証文をペラペラと見せてやればガックリと項垂れた。

 「君達の全財産を没収しても賠償金の額には到底届かないんだよ。その上で私に慰謝料を支払いしなければならない。ヤーマン、彼等にそれぞれの支払い金額を明記した借金返済書類を見せてあげて。」

 ヤーマンは彼等一人ひとりに使い込んだ詳細の金額と慰謝料を記載した合計金額を記載した借金返済書類を渡した。
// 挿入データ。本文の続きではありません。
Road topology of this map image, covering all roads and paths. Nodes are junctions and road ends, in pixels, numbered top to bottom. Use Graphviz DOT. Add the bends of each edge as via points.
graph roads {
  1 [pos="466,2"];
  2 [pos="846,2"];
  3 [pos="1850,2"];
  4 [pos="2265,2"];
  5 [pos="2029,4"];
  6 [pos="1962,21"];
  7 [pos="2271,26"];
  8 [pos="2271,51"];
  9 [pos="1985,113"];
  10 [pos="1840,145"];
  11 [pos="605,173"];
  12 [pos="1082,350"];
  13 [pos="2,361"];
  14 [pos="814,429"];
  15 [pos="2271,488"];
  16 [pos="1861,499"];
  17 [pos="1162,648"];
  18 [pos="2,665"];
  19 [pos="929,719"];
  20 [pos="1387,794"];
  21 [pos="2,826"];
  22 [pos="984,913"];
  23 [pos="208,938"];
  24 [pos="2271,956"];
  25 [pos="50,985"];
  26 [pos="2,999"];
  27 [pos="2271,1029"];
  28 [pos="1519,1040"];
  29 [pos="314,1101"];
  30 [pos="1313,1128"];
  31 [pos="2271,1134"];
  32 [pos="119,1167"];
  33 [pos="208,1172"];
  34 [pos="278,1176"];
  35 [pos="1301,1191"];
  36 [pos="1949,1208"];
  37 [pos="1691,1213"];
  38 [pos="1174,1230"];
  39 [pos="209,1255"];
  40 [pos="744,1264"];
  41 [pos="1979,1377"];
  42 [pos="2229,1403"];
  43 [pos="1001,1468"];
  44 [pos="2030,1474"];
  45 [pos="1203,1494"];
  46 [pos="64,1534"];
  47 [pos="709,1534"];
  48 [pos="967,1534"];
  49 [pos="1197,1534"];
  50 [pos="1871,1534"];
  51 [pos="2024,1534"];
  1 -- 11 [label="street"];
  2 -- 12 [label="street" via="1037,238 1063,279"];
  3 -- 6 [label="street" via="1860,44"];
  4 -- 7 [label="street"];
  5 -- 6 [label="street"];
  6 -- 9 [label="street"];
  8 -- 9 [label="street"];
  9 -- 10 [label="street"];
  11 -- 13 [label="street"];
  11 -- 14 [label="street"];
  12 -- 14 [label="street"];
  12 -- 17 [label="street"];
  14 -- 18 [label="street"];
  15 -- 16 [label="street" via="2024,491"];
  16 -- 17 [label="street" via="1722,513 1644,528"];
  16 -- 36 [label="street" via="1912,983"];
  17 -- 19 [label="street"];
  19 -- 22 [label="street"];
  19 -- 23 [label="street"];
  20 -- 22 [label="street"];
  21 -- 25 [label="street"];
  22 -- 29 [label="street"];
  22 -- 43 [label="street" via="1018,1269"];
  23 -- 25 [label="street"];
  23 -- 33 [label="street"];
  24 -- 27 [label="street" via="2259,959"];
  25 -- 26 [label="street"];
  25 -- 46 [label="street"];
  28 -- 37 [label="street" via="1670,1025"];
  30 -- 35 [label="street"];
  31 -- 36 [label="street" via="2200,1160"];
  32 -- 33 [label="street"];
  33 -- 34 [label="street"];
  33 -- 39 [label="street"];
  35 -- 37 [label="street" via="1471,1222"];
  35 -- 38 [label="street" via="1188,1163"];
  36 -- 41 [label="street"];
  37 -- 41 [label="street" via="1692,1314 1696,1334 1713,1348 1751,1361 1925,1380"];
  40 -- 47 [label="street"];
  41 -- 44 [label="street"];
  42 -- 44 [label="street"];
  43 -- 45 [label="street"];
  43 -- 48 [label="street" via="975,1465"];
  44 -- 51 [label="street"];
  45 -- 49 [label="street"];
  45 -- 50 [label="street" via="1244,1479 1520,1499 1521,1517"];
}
 口々にこんなのあんまりだ!と叫ぶ彼等を無視して私は

 「今まで好き勝手してくれたんだ。そろそろ返してくれても良いだろう。それとも死刑の方が良かったか?ヤーマン、確か平民が貴族の財産を横領した場合は死罪もありえたよな?」

 「悪質な場合は死罪もありえます。」

 「打ち首にされるか、借金奴隷になるかどっちが良い?」

彼等にサインをするように促せば、私の本気度を感じ取ったようでサインをしてくれた。

 「それにしても使用人の半分も脱落するとはなぁ。拘束バインド

 技術アーツ拘束バインドを発動して、罪人達の逃亡を防いだ。

 「ヤーマン、奴隷商を呼んでくれ。あとコイツ等の自宅から全財産を押収するように手配宜しく頼む。」

 ヤーマンに指示を出して私は執務室に向かった。

 大捕り物が終わり、人手不足になった伯爵家に新しい人材を紹介して欲しいとナヴァール公爵に手紙を書いた。

 「ふむ、お金が全然足りないし、作物も育ってないから税収も期待出来ない。最悪な土地を渡しやがって…」

 王と公爵に文句を言いたいのを飲み込んで、早速この地に住まわせていたエルフを呼ぶことにした。